=== Section Start ===
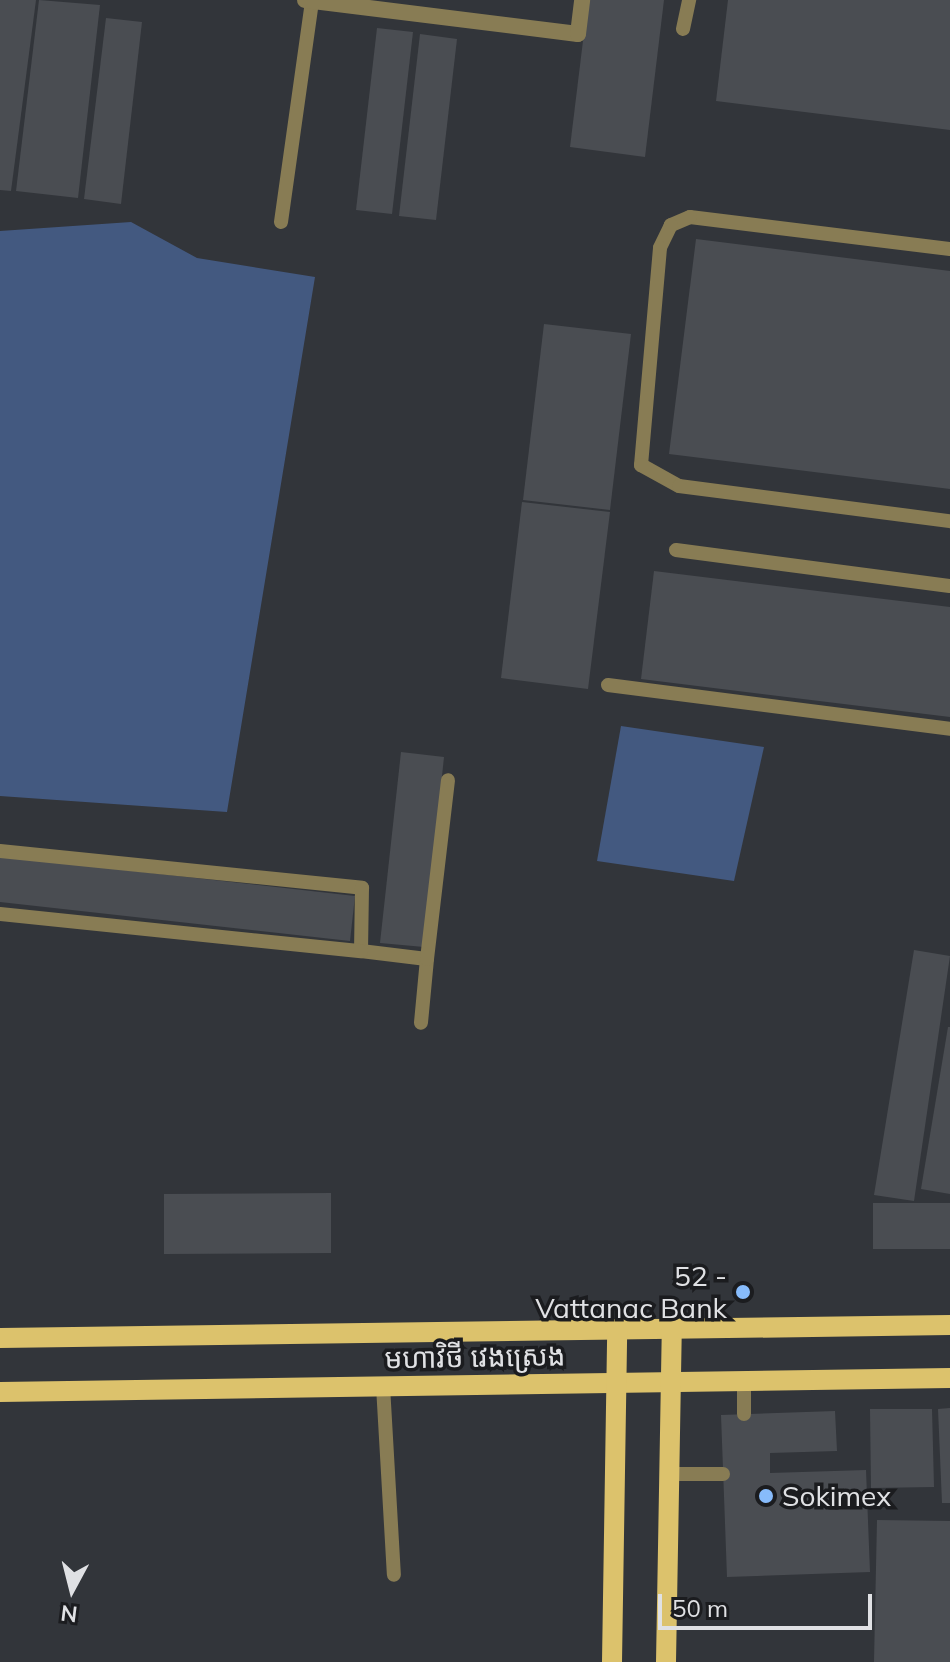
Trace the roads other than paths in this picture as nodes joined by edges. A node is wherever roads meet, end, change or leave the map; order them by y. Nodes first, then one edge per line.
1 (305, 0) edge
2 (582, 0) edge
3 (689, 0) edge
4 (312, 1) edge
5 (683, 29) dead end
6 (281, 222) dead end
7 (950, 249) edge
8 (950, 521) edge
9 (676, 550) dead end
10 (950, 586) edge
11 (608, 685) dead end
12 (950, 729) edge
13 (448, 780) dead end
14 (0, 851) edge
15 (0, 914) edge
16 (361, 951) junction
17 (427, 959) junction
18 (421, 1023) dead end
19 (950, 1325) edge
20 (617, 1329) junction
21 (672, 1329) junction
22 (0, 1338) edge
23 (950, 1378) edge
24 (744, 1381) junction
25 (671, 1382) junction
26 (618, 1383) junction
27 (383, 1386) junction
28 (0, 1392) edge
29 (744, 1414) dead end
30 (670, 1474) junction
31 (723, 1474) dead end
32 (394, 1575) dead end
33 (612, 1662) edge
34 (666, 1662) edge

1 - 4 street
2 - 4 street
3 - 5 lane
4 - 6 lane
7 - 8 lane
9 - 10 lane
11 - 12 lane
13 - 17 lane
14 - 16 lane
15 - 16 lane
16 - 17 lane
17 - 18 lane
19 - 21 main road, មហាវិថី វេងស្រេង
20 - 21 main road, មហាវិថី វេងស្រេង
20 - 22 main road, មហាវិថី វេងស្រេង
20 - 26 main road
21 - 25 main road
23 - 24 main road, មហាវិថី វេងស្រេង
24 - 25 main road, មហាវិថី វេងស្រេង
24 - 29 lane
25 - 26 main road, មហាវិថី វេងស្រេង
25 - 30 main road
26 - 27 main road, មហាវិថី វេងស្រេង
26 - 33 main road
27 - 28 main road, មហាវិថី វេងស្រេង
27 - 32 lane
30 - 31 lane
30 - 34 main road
=== Section End ===
● Exercise goal
With the pictures removed, return all the entries exactly.

● Result for this task
Trace the roads other than paths in this picture as nodes joined by edges. A node is wherever roads meet, end, change or leave the map; order them by y. Nodes first, then one edge per line.
1 (305, 0) edge
2 (582, 0) edge
3 (689, 0) edge
4 (312, 1) edge
5 (683, 29) dead end
6 (281, 222) dead end
7 (950, 249) edge
8 (950, 521) edge
9 (676, 550) dead end
10 (950, 586) edge
11 (608, 685) dead end
12 (950, 729) edge
13 (448, 780) dead end
14 (0, 851) edge
15 (0, 914) edge
16 (361, 951) junction
17 (427, 959) junction
18 (421, 1023) dead end
19 (950, 1325) edge
20 (617, 1329) junction
21 (672, 1329) junction
22 (0, 1338) edge
23 (950, 1378) edge
24 (744, 1381) junction
25 (671, 1382) junction
26 (618, 1383) junction
27 (383, 1386) junction
28 (0, 1392) edge
29 (744, 1414) dead end
30 (670, 1474) junction
31 (723, 1474) dead end
32 (394, 1575) dead end
33 (612, 1662) edge
34 (666, 1662) edge

1 - 4 street
2 - 4 street
3 - 5 lane
4 - 6 lane
7 - 8 lane
9 - 10 lane
11 - 12 lane
13 - 17 lane
14 - 16 lane
15 - 16 lane
16 - 17 lane
17 - 18 lane
19 - 21 main road, មហាវិថី វេងស្រេង
20 - 21 main road, មហាវិថី វេងស្រេង
20 - 22 main road, មហាវិថី វេងស្រេង
20 - 26 main road
21 - 25 main road
23 - 24 main road, មហាវិថី វេងស្រេង
24 - 25 main road, មហាវិថី វេងស្រេង
24 - 29 lane
25 - 26 main road, មហាវិថី វេងស្រេង
25 - 30 main road
26 - 27 main road, មហាវិថី វេងស្រេង
26 - 33 main road
27 - 28 main road, មហាវិថី វេងស្រេង
27 - 32 lane
30 - 31 lane
30 - 34 main road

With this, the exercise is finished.